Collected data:
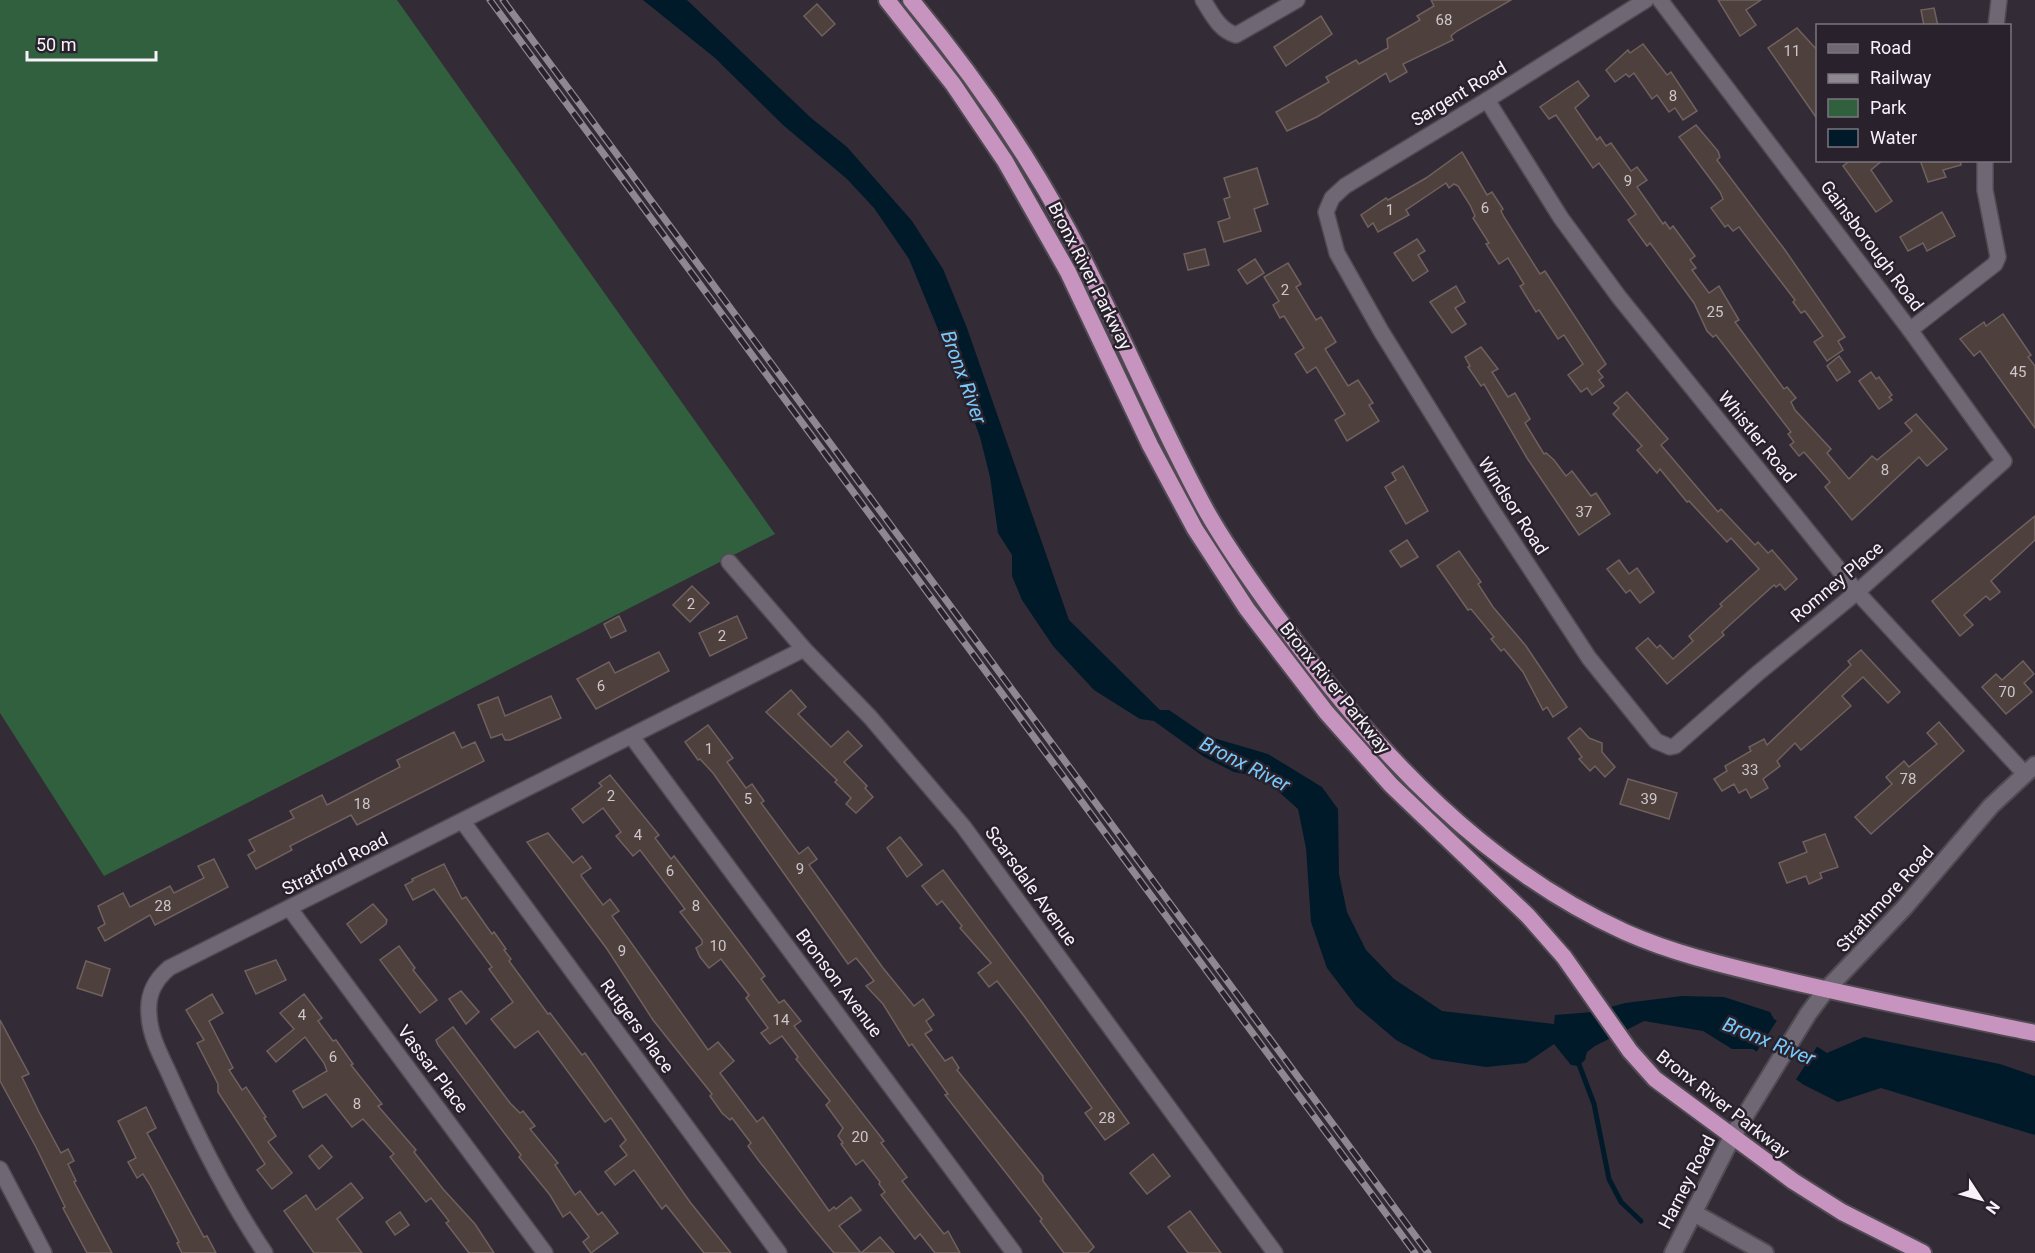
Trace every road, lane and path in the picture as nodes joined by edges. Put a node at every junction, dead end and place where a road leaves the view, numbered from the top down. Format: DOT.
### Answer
graph roads {
  1 [pos="887,0"];
  2 [pos="911,0"];
  3 [pos="1203,0"];
  4 [pos="1297,0"];
  5 [pos="1646,0"];
  6 [pos="1660,0"];
  7 [pos="1999,0"];
  8 [pos="1995,24"];
  9 [pos="1487,100"];
  10 [pos="1984,162"];
  11 [pos="1334,243"];
  12 [pos="1910,330"];
  13 [pos="2004,462"];
  14 [pos="729,562"];
  15 [pos="1857,592"];
  16 [pos="804,648"];
  17 [pos="1692,731"];
  18 [pos="632,737"];
  19 [pos="2030,769"];
  20 [pos="462,822"];
  21 [pos="290,909"];
  22 [pos="1826,990"];
  23 [pos="2035,1034"];
  24 [pos="1775,1067"];
  25 [pos="1732,1137"];
  26 [pos="0,1169"];
  27 [pos="1694,1213"];
  28 [pos="1679,1251"];
  29 [pos="44,1253"];
  30 [pos="265,1253"];
  31 [pos="545,1253"];
  32 [pos="779,1253"];
  33 [pos="1014,1253"];
  34 [pos="1275,1253"];
  35 [pos="1765,1253"];
  36 [pos="1923,1253"];
  1 -- 25 [label="highway, Bronx River Parkway"];
  2 -- 22 [label="highway, Bronx River Parkway"];
  3 -- 4 [label="street"];
  5 -- 9 [label="street, Sargent Road"];
  6 -- 12 [label="street, Gainsborough Road"];
  7 -- 8 [label="street"];
  9 -- 11 [label="street, Sargent Road"];
  9 -- 15 [label="street, Whistler Road"];
  10 -- 12 [label="street"];
  11 -- 17 [label="street, Windsor Road"];
  12 -- 13 [label="street, Gainsborough Road"];
  13 -- 15 [label="street, Romney Place"];
  14 -- 16 [label="street, Scarsdale Avenue"];
  15 -- 17 [label="street, Romney Place"];
  15 -- 19 [label="street, Whistler Road"];
  16 -- 18 [label="street, Stratford Road"];
  16 -- 34 [label="street, Scarsdale Avenue"];
  18 -- 20 [label="street, Stratford Road"];
  18 -- 33 [label="street, Bronson Avenue"];
  19 -- 22 [label="street, Strathmore Road"];
  20 -- 21 [label="street, Stratford Road"];
  20 -- 32 [label="street, Rutgers Place"];
  21 -- 30 [label="street, Stratford Road"];
  21 -- 31 [label="street, Vassar Place"];
  22 -- 23 [label="highway, Bronx River Parkway"];
  22 -- 24 [label="street, Strathmore Road"];
  24 -- 25 [label="street, Harney Road"];
  25 -- 27 [label="street, Harney Road"];
  25 -- 36 [label="highway, Bronx River Parkway"];
  26 -- 29 [label="street"];
  27 -- 28 [label="street, Harney Road"];
  27 -- 35 [label="street"];
}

*REQUIRED ACTION*. Search the data above for lines holding "Strathmore" and copy each of them.

*OUTPUT OF THE TASK*.
  19 -- 22 [label="street, Strathmore Road"];
  22 -- 24 [label="street, Strathmore Road"];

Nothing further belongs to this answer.